What the exercise asks: Lines in the data below that contain the word "Sohbet" are to be copied.

Records from a dataset:
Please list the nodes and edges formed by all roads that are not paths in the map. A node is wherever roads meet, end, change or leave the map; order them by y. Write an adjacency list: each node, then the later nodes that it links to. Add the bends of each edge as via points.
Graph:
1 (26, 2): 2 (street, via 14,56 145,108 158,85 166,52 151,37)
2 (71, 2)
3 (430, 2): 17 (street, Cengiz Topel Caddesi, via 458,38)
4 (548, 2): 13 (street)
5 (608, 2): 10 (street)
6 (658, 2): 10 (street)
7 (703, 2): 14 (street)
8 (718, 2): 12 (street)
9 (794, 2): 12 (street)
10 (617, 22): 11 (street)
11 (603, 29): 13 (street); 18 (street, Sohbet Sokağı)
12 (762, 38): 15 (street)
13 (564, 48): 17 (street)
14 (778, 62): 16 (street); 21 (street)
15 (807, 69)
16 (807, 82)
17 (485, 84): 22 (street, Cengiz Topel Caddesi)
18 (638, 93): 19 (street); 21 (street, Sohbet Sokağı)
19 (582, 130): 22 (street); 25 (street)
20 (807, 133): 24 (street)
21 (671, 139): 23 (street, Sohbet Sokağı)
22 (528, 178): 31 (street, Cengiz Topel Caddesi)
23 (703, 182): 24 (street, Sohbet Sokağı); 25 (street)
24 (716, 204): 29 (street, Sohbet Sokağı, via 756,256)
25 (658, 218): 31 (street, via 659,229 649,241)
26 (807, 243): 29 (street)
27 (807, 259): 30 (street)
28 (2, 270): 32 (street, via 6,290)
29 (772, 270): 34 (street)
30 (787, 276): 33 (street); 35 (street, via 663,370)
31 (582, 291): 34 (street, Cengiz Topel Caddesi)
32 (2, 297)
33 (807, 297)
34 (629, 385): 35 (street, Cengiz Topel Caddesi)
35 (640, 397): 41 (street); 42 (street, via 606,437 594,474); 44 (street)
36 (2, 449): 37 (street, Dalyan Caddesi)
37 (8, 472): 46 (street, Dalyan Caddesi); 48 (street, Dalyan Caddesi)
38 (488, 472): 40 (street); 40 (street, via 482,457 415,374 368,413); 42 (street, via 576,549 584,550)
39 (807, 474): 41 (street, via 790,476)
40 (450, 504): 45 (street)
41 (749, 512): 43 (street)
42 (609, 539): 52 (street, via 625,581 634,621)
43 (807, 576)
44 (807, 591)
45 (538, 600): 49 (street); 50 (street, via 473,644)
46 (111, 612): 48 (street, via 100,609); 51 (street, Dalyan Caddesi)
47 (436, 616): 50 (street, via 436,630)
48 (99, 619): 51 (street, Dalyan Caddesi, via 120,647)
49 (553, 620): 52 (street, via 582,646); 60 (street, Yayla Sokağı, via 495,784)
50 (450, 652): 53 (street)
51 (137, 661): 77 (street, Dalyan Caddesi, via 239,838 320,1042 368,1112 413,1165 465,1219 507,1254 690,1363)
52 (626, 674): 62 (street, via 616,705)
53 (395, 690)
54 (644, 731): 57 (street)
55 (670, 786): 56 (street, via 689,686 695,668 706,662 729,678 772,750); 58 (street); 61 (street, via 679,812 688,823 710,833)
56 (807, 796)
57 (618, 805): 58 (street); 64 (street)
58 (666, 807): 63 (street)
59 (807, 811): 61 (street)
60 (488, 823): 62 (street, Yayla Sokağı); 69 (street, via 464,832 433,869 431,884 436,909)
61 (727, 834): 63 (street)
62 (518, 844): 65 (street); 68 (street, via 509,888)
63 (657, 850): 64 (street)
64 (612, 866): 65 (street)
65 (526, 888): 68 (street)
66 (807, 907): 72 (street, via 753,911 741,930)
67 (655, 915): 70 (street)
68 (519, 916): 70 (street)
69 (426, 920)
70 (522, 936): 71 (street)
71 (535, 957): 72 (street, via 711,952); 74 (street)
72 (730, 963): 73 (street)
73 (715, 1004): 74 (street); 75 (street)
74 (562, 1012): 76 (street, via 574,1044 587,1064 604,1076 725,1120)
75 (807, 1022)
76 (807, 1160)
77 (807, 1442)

Finished task:
11 (603, 29): 13 (street); 18 (street, Sohbet Sokağı)
18 (638, 93): 19 (street); 21 (street, Sohbet Sokağı)
21 (671, 139): 23 (street, Sohbet Sokağı)
23 (703, 182): 24 (street, Sohbet Sokağı); 25 (street)
24 (716, 204): 29 (street, Sohbet Sokağı, via 756,256)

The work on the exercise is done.